Inclusions and exclusions cannot be modeled without introducing
new element types, and besides would lead to a worst-case exponential
size increase.  For the "superset" construction, exclusions
can be ignored and inclusions can be inserted into all
the applicable content models.  (The latter step can
introduce ambiguities if you're not careful, and tends
to produce downright ugly content models.)

AND groups are nasty.  A faithful translation leads to
a super-exponential size increase, and the most logical
"superset" construction (turn AND groups into repeatable
OR groups) can again introduce ambiguities in pathological
cases.

Content models with non-pernicious mixed content can be
normalized to the form required by XML.  In some (strange)
cases this also yields a superset language (e.g.,
(#PCDATA, A, #PCDATA, B, #PCDATA) becomes (#PCDATA|A|B)*),
and pernicious mixed content always yields a superset
language.

CDATA and RCDATA declared content can be replaced with (#PCDATA),
as this is semantically (though not syntactically) equivalent.

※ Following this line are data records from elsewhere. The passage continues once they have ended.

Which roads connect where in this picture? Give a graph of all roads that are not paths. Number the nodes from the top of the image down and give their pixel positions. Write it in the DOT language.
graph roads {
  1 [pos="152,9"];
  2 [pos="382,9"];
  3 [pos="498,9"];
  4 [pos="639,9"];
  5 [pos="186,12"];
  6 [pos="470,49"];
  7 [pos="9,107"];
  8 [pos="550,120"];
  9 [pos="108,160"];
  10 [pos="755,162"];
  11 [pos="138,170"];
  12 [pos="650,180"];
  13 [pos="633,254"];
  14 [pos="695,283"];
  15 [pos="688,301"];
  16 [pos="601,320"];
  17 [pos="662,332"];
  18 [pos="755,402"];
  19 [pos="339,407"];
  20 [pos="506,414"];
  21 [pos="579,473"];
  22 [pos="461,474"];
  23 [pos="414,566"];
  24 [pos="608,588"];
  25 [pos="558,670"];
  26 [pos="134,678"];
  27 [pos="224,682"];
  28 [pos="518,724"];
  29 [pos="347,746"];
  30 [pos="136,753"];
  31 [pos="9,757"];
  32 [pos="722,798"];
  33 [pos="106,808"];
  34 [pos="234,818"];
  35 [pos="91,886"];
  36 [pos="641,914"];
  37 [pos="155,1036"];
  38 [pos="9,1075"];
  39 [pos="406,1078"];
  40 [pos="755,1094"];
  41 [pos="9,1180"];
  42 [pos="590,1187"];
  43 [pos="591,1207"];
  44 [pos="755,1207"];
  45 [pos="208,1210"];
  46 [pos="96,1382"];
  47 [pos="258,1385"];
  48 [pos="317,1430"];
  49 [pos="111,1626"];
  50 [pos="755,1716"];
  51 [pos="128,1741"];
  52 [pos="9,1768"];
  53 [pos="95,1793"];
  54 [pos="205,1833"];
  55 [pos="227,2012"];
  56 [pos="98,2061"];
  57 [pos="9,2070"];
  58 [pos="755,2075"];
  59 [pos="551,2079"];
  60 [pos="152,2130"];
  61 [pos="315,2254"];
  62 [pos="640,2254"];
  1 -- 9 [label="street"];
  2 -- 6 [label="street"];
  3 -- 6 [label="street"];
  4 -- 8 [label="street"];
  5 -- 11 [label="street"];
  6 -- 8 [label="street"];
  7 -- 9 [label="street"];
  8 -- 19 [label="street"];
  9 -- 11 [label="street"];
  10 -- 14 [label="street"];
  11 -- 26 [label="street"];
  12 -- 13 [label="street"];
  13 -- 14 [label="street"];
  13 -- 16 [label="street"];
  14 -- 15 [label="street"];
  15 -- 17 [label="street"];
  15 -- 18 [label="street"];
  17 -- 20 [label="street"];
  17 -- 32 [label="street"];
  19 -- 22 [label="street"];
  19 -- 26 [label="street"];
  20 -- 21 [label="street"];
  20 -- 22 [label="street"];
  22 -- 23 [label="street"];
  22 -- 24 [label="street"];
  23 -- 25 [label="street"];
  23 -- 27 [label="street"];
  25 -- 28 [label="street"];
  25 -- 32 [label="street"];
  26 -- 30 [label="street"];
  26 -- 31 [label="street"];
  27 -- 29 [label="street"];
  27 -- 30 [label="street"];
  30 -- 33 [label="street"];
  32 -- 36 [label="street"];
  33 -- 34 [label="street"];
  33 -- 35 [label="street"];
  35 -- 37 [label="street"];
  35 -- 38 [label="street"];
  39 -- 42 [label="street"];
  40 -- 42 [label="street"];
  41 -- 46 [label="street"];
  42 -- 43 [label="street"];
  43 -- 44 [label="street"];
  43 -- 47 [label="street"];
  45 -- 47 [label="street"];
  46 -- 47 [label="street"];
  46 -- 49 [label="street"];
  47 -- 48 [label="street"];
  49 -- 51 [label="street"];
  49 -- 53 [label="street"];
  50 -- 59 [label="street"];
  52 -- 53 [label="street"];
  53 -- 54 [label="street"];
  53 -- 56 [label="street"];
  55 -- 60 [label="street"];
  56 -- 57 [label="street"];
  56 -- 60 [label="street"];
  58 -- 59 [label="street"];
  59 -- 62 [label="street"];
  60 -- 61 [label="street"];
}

Other than that, I think it's mostly a matter of normalization --
replacing <!ELEMENT (A|B|C) ...> with individual declarations,
stripping out unsupported constructs like data attributes, and so on.

The main drawback is that this process has to work off
the parsed DTD (prlgabs0), so there are no parameter entities
or PE references in the output.   Some may see this as a
benefit rather than a drawback :-), but it can make the
output DTD a *whole* lot larger and much less readable.
You also lose comments and comment declarations.

All in all, I don't think it would be worthwhile to
do this mechanically.


--Joe English

  jenglish@crl.com

Received on Tuesday, 3 June 1997 15:35:06 UTC